Friday, October 31, 2025

On Book Design - Sloane

     I'm someone who always chooses books based on their cover -- I'm sure many others are, too. Over the years I've found that this usually works out for me. Covers are supposed to be representative of the stories inside, after all. In Chip Kidd's TED Talk video about book cover design, I got to see a bit of the thought process/creativity behind this. It seems quite straightforward -- take a central aspect of the book (whether this is a plot point, an idea, or the format of the writing itself) and creatively transpose this concept into visual design. But I think this process goes in the other direction as well. What I mean is, as a reader, I find my perception of the story being impacted by the cover. Since it's the first thing I see, its visual acts as a sort of background music for the text as I read, and I use it to hone the mental images brought about by the words inside. It becomes something of a confirmation bias in that the cover sets up an expectation that my mind then seeks to fulfill.
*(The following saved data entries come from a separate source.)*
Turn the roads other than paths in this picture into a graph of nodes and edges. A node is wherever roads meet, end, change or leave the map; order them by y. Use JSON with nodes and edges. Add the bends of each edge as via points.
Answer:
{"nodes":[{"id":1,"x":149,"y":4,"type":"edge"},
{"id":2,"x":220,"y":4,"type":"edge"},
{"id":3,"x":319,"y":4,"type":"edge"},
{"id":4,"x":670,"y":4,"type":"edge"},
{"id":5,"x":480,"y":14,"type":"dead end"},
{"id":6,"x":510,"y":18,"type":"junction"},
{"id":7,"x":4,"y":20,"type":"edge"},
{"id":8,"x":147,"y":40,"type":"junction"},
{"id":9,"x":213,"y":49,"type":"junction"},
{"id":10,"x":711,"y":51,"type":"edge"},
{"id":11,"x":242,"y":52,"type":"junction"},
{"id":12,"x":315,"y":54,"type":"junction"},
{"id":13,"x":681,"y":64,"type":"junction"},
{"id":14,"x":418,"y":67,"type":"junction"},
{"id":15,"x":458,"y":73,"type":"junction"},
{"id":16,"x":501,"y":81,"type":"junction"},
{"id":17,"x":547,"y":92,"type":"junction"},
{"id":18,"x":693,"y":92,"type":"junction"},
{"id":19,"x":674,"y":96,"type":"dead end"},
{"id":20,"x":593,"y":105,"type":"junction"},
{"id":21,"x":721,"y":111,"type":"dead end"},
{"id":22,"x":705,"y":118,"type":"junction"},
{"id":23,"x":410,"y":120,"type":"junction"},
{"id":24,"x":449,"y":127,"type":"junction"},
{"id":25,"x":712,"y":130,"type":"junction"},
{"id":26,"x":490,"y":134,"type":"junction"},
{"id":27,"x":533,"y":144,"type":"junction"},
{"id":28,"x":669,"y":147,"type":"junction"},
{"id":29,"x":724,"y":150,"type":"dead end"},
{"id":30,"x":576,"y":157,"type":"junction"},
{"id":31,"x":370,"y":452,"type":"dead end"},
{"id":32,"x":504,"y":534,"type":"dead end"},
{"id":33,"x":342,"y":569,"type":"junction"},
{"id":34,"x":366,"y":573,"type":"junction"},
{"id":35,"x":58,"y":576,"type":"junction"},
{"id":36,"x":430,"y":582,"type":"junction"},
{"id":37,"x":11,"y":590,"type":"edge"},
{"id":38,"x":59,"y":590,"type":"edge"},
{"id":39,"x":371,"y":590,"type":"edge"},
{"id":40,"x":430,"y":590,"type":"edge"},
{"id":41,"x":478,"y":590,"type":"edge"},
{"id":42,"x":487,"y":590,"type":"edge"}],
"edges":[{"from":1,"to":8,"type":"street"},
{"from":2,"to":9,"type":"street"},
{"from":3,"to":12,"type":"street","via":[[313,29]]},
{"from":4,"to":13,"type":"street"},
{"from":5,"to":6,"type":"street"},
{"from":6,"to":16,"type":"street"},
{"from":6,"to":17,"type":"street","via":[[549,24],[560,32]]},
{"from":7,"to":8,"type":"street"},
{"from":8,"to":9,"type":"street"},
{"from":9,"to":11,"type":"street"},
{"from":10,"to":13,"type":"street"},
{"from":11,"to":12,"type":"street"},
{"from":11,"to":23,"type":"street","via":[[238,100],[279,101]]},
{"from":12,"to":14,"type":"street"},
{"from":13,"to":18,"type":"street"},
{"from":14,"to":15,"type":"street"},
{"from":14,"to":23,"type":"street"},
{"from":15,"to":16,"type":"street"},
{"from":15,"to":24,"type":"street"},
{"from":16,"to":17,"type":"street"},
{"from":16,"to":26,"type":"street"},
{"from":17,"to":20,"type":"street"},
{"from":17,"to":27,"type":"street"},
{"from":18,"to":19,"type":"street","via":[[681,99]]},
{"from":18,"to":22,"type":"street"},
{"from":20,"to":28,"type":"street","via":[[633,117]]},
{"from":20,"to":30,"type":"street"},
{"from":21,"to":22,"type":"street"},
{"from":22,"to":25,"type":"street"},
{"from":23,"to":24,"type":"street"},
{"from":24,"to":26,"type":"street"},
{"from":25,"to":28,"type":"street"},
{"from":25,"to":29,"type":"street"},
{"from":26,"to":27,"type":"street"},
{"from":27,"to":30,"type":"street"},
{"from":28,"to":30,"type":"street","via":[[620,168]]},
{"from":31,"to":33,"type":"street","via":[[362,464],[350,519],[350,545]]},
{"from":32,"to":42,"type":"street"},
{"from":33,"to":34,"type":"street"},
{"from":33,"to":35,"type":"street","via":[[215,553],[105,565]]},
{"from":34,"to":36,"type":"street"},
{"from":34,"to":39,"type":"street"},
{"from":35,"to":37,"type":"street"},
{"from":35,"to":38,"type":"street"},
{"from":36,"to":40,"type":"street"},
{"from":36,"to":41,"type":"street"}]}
For instance, if the cover of a book is a mysterious, misty blue, I might interpret a simple but vague dialogue spoken by a character to be profound and deep, but if the cover was plain and beige instead, I might take the exact same dialogue to just feel incomplete and lacking. In this way, I would argue the cover is as much a part of the reading experience as the words themselves (the publishers mentioned in Bosman's "Selling Books by Their Gilded Covers" article seem to agree, although for somewhat different reasons). To put it simply, packaging matters. In class we already saw this with how the marketing for the movie version of Haruki Murakami's 1Q84 varied from country to country. I think this has the potential to complicate the job of translation a bit. On one hand, there's little an individual translator can probably do to influence how a publisher chooses to package the story, so maybe they just do their work as usual and then hope the story still feels the same no matter how its physical form is presented. But, on the other hand, if a cover design is picked out in the middle of the translation process, I wonder if a translator can't help but be influenced by its design to some extent, either subconsciously or through overt direction from a publisher.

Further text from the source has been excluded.